Softly, in the shadows, a woman is singing to me
Quietly, through the years I have crept back to see
A child sitting under the piano, in the boom of the shaking strings
Pressing the little poised feet of the mother who smiles as she sings
The full throated woman has chosen a winning, living song
And surely the heart that is in me must belong
To the old Sunday evenings, when darkness wandered outside
And hymns gleamed on our warm lips, as we watched mother’s fingers glide
Or this is my sister at home in the old front room
Singing love’s first surprised gladness, alone in the gloom.

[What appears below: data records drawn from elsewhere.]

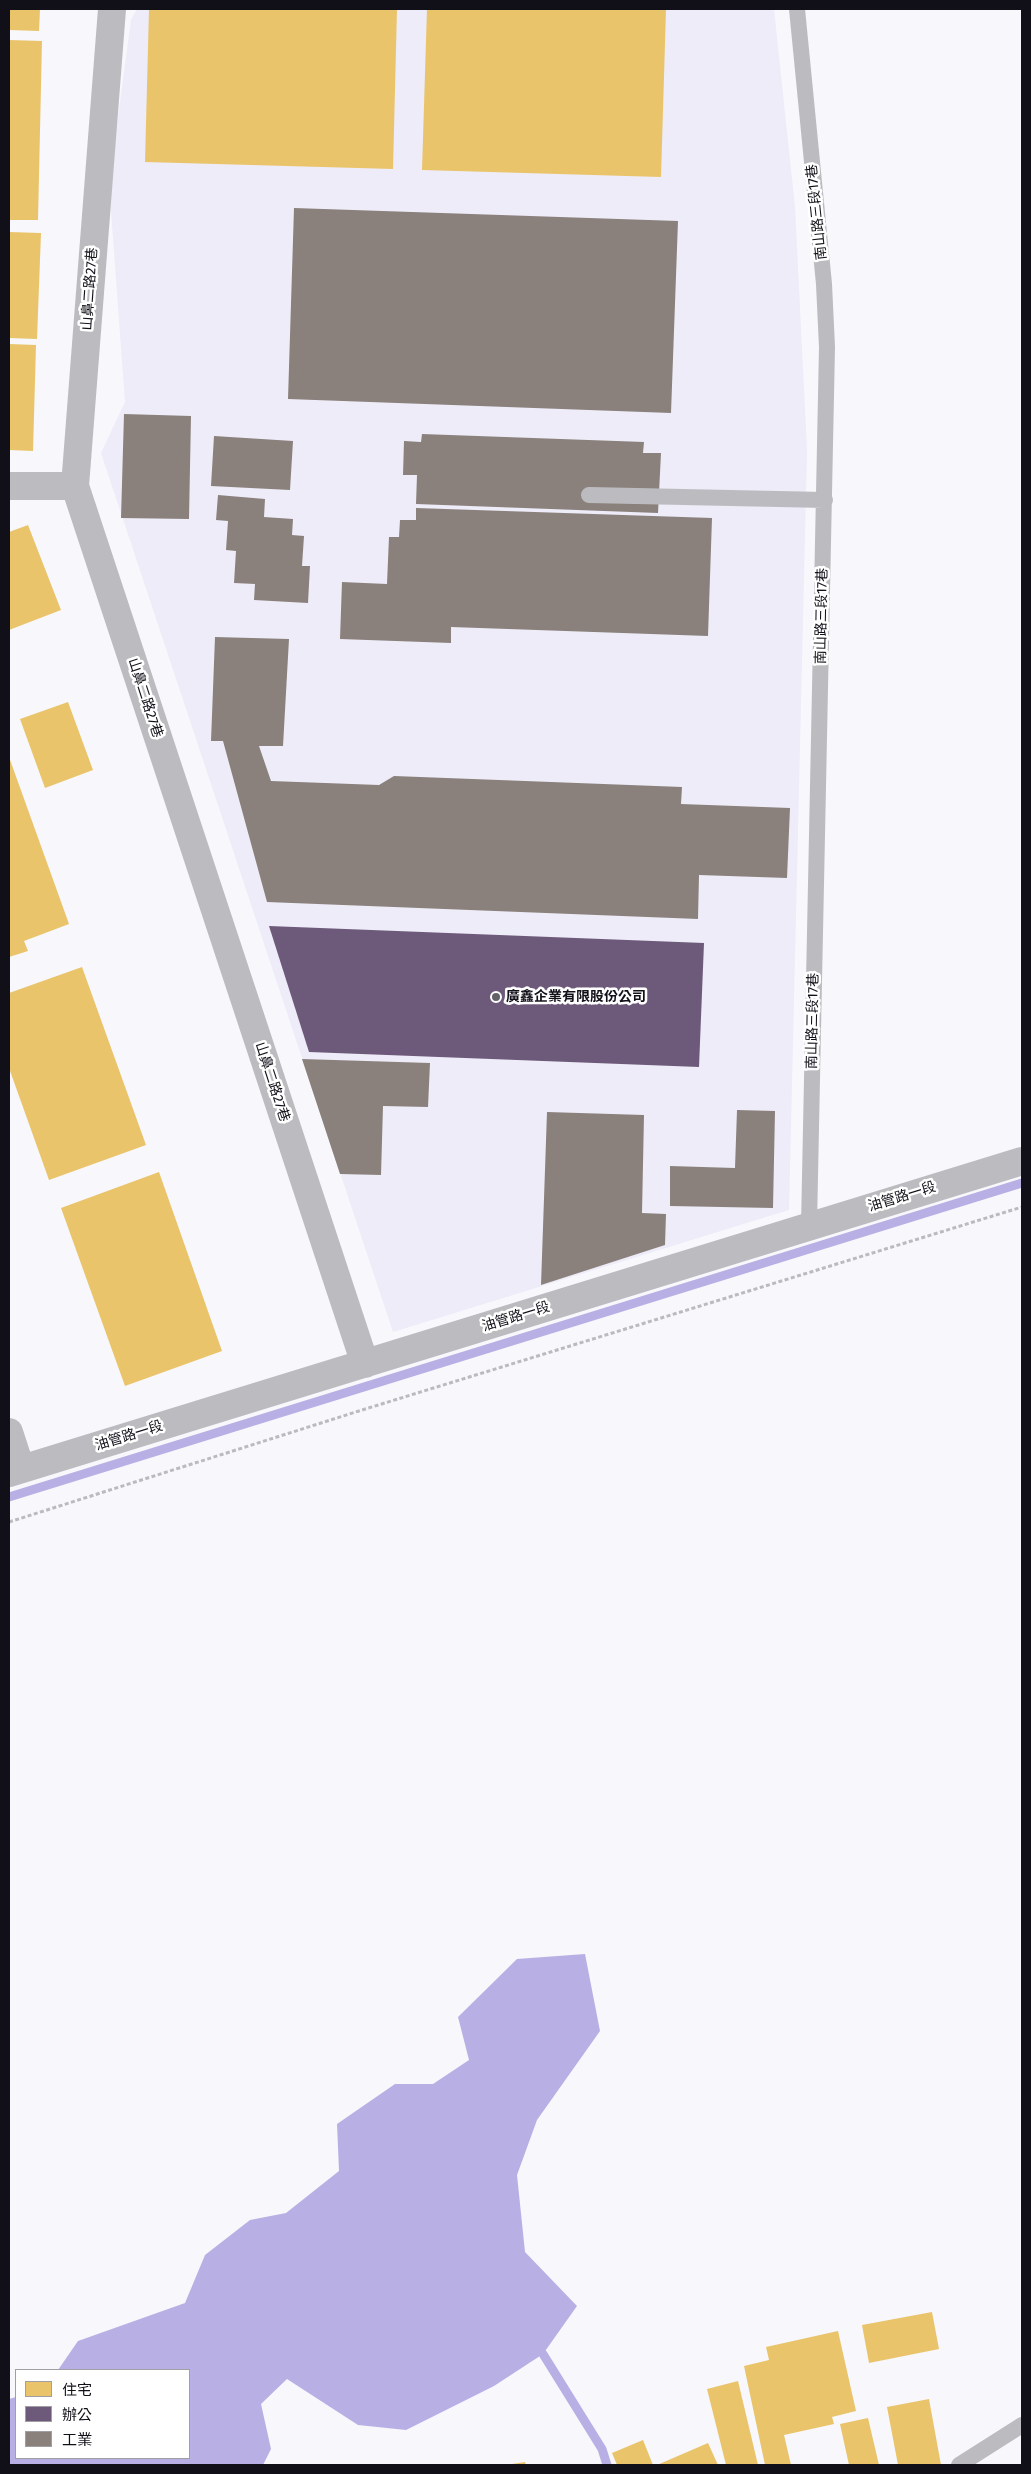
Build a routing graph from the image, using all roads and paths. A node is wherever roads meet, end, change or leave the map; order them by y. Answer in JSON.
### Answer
{"nodes":[{"id":1,"x":112,"y":9,"type":"edge"},
{"id":2,"x":797,"y":9,"type":"edge"},
{"id":3,"x":9,"y":486,"type":"edge"},
{"id":4,"x":75,"y":486,"type":"junction"},
{"id":5,"x":589,"y":495,"type":"dead end"},
{"id":6,"x":825,"y":500,"type":"junction"},
{"id":7,"x":1022,"y":1161,"type":"edge"},
{"id":8,"x":1022,"y":1207,"type":"edge"},
{"id":9,"x":809,"y":1225,"type":"junction"},
{"id":10,"x":366,"y":1364,"type":"junction"},
{"id":11,"x":9,"y":1432,"type":"edge"},
{"id":12,"x":15,"y":1471,"type":"edge"},
{"id":13,"x":9,"y":1522,"type":"edge"},
{"id":14,"x":1022,"y":2425,"type":"edge"},
{"id":15,"x":959,"y":2465,"type":"edge"}],
"edges":[{"from":1,"to":4,"type":"street","name":"山鼻二路27巷"},
{"from":2,"to":6,"type":"lane","name":"南山路三段17巷"},
{"from":3,"to":4,"type":"street"},
{"from":4,"to":10,"type":"street","name":"山鼻二路27巷"},
{"from":5,"to":6,"type":"lane"},
{"from":6,"to":9,"type":"lane","name":"南山路三段17巷"},
{"from":7,"to":9,"type":"street","name":"油管路一段"},
{"from":8,"to":13,"type":"path"},
{"from":9,"to":10,"type":"street","name":"油管路一段"},
{"from":10,"to":12,"type":"street","name":"油管路一段"},
{"from":11,"to":12,"type":"street"},
{"from":14,"to":15,"type":"lane"}]}
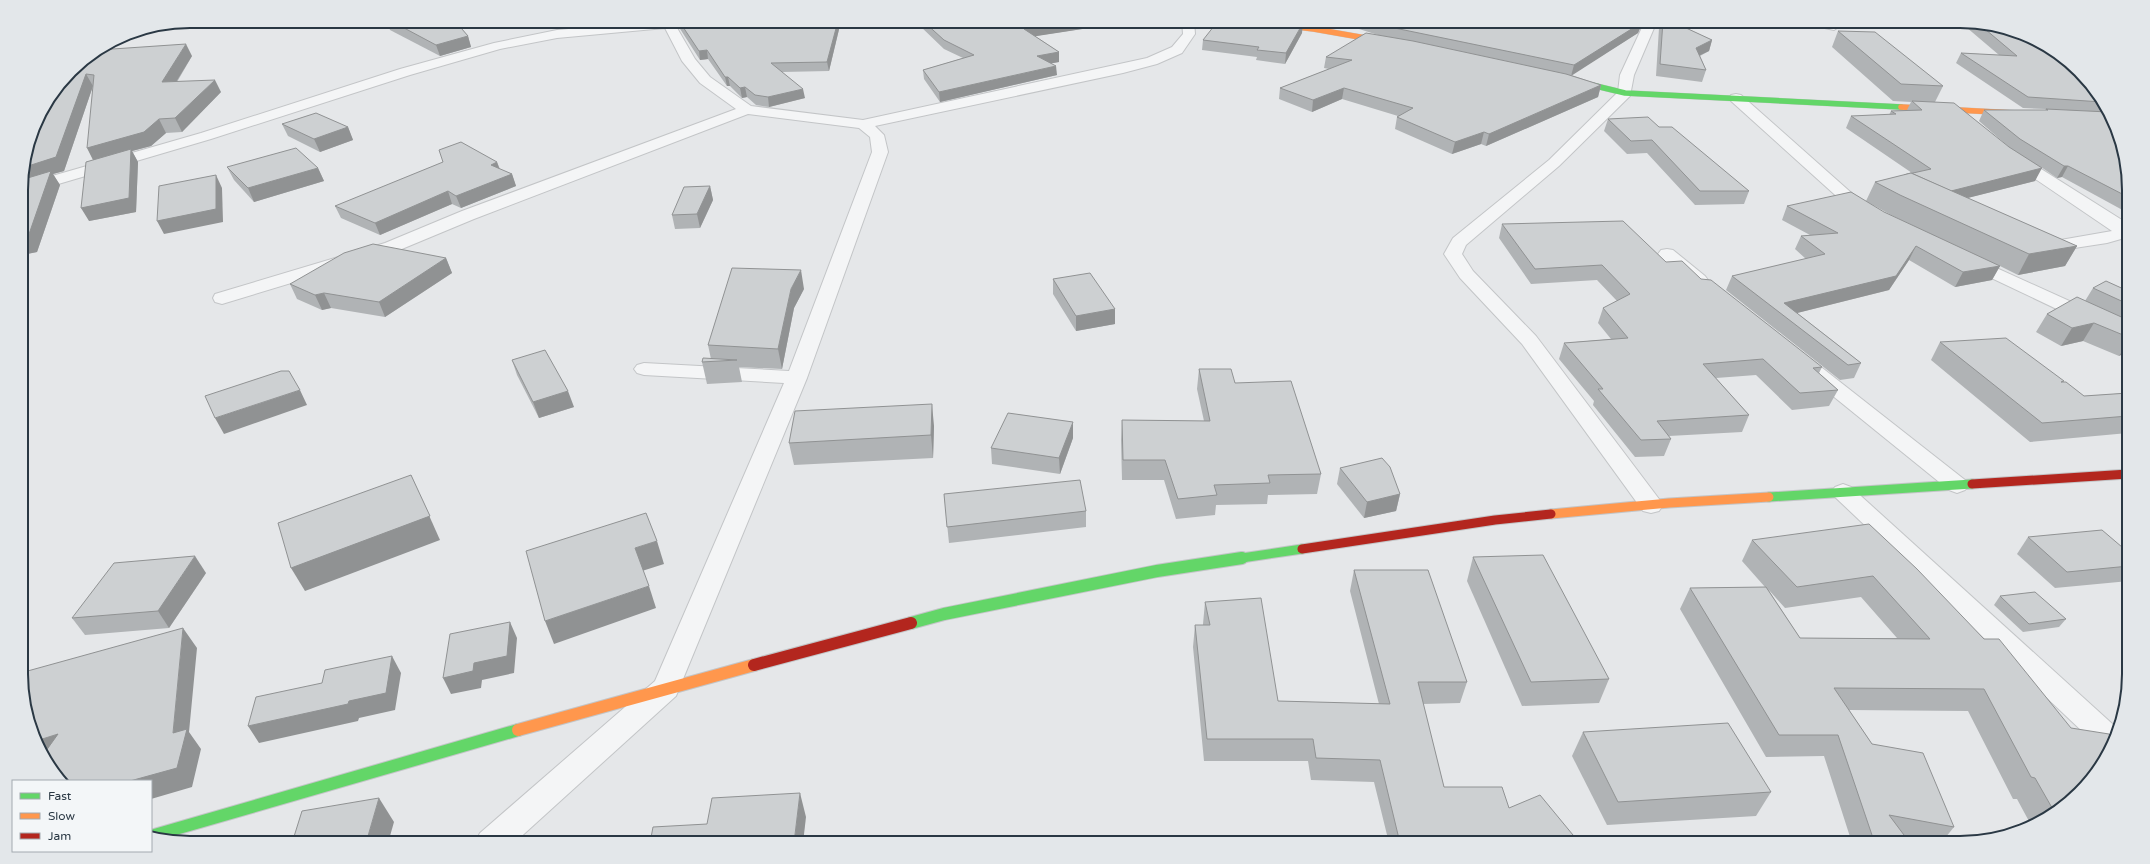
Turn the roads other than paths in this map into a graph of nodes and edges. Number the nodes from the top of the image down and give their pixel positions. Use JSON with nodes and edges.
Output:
{"nodes":[{"id":1,"x":617,"y":28,"type":"edge"},
{"id":2,"x":670,"y":28,"type":"edge"},
{"id":3,"x":1189,"y":28,"type":"edge"},
{"id":4,"x":1306,"y":28,"type":"edge"},
{"id":5,"x":1648,"y":28,"type":"edge"},
{"id":6,"x":1396,"y":43,"type":"edge"},
{"id":7,"x":1564,"y":79,"type":"edge"},
{"id":8,"x":1625,"y":93,"type":"junction"},
{"id":9,"x":1736,"y":98,"type":"junction"},
{"id":10,"x":747,"y":110,"type":"junction"},
{"id":11,"x":1954,"y":110,"type":"junction"},
{"id":12,"x":2025,"y":113,"type":"edge"},
{"id":13,"x":863,"y":124,"type":"junction"},
{"id":14,"x":1972,"y":124,"type":"edge"},
{"id":15,"x":2002,"y":150,"type":"edge"},
{"id":16,"x":28,"y":188,"type":"edge"},
{"id":17,"x":1878,"y":217,"type":"edge"},
{"id":18,"x":2122,"y":232,"type":"edge"},
{"id":19,"x":2122,"y":233,"type":"edge"},
{"id":20,"x":2055,"y":246,"type":"edge"},
{"id":21,"x":1953,"y":253,"type":"edge"},
{"id":22,"x":1667,"y":254,"type":"dead end"},
{"id":23,"x":1716,"y":294,"type":"edge"},
{"id":24,"x":222,"y":298,"type":"dead end"},
{"id":25,"x":2107,"y":326,"type":"edge"},
{"id":26,"x":1796,"y":357,"type":"edge"},
{"id":27,"x":644,"y":369,"type":"dead end"},
{"id":28,"x":797,"y":378,"type":"junction"},
{"id":29,"x":2122,"y":474,"type":"edge"},
{"id":30,"x":1957,"y":485,"type":"junction"},
{"id":31,"x":1843,"y":492,"type":"junction"},
{"id":32,"x":1651,"y":505,"type":"junction"},
{"id":33,"x":666,"y":688,"type":"junction"},
{"id":34,"x":2109,"y":738,"type":"edge"},
{"id":35,"x":160,"y":833,"type":"edge"},
{"id":36,"x":499,"y":836,"type":"edge"}],
"edges":[{"from":1,"to":16,"type":"street"},
{"from":2,"to":10,"type":"street"},
{"from":3,"to":13,"type":"street"},
{"from":4,"to":6,"type":"street"},
{"from":5,"to":8,"type":"street"},
{"from":7,"to":8,"type":"street"},
{"from":8,"to":9,"type":"street"},
{"from":8,"to":32,"type":"street"},
{"from":9,"to":11,"type":"street"},
{"from":9,"to":17,"type":"street"},
{"from":10,"to":13,"type":"street"},
{"from":10,"to":24,"type":"street"},
{"from":11,"to":12,"type":"street"},
{"from":11,"to":14,"type":"street"},
{"from":13,"to":28,"type":"street"},
{"from":15,"to":18,"type":"street"},
{"from":19,"to":20,"type":"street"},
{"from":21,"to":25,"type":"street"},
{"from":22,"to":23,"type":"street"},
{"from":26,"to":30,"type":"street"},
{"from":27,"to":28,"type":"street"},
{"from":28,"to":33,"type":"street"},
{"from":29,"to":30,"type":"street"},
{"from":30,"to":31,"type":"street"},
{"from":31,"to":32,"type":"street"},
{"from":31,"to":34,"type":"street"},
{"from":32,"to":33,"type":"street"},
{"from":33,"to":35,"type":"street"},
{"from":33,"to":36,"type":"street"}]}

She will start when she sees me, and blushing, spread out her hands
To cover my mouth’s raillery, till I’m bound in her shame’s heart-spun bands
A woman is singing me a wild Hungarian air
And her arms, and her bosom and the whole of her soul is bare
And the great black piano is clamouring as my mother’s never could clamour
And the tunes of the past are devoured of this music’s ravaging glamour.